Check each line of the records below and collect those that include the word "Eksporta".

Supplied data Block Start

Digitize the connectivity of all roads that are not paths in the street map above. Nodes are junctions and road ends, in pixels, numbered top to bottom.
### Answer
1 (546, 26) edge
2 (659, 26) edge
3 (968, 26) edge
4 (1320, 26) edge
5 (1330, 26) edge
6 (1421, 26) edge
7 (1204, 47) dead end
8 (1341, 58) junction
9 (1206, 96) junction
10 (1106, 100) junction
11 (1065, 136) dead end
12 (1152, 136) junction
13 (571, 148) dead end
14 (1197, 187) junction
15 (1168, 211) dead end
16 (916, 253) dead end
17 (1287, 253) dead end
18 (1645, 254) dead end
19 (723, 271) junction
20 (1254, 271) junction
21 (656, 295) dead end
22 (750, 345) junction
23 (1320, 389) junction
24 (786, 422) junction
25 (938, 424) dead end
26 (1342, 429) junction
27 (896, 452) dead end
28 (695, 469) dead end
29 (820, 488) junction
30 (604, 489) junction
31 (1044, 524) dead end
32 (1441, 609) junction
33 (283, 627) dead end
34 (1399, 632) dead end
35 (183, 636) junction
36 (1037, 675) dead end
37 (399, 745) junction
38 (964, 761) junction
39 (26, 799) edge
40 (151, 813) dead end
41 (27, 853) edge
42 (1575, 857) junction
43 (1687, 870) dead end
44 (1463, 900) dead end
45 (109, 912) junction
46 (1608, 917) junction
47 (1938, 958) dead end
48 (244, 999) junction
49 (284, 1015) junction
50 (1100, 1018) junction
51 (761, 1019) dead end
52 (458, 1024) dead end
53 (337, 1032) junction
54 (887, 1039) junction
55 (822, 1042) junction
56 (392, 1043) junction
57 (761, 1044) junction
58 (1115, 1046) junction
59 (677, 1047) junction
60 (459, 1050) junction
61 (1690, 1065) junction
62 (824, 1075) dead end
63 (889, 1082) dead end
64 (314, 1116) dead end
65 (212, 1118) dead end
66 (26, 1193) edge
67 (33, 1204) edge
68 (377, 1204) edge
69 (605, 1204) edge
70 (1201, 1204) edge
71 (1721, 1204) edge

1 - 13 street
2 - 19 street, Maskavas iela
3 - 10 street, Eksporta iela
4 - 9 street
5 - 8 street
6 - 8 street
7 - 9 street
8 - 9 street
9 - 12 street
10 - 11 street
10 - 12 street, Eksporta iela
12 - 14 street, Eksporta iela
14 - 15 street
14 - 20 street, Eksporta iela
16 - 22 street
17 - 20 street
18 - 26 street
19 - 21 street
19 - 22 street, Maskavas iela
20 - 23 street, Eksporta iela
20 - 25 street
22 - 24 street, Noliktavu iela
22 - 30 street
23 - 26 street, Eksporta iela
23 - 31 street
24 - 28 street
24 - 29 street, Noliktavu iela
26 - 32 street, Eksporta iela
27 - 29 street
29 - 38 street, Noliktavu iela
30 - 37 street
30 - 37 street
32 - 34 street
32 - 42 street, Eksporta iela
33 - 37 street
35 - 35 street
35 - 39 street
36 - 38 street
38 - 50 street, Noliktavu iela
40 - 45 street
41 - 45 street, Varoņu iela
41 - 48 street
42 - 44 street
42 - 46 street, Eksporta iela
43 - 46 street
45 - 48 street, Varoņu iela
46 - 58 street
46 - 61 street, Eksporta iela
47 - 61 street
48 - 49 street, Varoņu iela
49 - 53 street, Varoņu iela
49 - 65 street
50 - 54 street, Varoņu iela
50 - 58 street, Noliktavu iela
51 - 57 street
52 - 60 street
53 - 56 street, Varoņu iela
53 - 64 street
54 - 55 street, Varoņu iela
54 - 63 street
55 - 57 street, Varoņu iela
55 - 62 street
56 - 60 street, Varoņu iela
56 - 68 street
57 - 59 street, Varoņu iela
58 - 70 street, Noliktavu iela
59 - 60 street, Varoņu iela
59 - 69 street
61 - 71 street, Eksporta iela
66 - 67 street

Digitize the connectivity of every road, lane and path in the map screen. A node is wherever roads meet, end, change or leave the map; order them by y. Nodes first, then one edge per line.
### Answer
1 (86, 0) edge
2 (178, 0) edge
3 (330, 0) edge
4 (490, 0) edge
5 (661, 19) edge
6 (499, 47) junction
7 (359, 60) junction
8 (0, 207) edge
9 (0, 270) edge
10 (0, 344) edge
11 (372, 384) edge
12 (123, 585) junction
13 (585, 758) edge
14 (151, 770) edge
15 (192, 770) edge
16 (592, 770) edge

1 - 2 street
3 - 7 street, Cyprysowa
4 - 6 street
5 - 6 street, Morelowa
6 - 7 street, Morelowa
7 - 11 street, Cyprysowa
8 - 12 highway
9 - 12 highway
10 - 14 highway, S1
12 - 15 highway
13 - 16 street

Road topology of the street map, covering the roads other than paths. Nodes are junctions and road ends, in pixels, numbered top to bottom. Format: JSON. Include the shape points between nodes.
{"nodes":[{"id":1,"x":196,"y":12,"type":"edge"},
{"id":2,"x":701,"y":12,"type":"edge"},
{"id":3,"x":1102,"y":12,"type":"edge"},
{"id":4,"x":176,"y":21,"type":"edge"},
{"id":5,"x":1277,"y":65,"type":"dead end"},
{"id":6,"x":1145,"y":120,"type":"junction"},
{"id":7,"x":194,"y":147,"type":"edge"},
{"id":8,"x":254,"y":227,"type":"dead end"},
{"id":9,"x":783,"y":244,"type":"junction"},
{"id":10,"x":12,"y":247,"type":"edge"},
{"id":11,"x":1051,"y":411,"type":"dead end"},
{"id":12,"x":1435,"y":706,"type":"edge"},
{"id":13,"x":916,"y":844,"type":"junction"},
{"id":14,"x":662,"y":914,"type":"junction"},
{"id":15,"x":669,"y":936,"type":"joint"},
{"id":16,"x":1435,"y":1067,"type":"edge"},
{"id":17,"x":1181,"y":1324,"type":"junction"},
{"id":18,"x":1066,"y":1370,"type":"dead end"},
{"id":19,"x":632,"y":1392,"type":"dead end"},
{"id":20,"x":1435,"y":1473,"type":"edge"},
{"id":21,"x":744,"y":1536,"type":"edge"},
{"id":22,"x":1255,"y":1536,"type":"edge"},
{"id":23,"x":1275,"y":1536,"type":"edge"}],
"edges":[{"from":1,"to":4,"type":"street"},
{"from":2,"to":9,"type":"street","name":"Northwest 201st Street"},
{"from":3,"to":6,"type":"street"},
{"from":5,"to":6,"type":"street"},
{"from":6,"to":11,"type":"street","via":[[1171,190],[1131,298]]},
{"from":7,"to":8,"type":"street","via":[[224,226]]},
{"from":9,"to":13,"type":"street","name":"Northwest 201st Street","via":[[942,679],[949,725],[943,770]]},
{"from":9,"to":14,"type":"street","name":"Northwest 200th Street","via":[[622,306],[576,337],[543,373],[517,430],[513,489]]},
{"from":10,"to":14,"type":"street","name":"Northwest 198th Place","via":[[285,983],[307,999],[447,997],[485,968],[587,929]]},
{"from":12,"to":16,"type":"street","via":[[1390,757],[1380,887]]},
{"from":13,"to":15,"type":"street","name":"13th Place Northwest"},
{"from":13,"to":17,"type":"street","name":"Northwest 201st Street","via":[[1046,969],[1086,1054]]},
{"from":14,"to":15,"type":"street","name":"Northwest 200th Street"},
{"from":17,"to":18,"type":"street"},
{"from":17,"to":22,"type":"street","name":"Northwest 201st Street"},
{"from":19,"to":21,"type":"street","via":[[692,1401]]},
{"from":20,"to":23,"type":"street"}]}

Supplied data Block End

### Response below
3 - 10 street, Eksporta iela
10 - 12 street, Eksporta iela
12 - 14 street, Eksporta iela
14 - 20 street, Eksporta iela
20 - 23 street, Eksporta iela
23 - 26 street, Eksporta iela
26 - 32 street, Eksporta iela
32 - 42 street, Eksporta iela
42 - 46 street, Eksporta iela
46 - 61 street, Eksporta iela
61 - 71 street, Eksporta iela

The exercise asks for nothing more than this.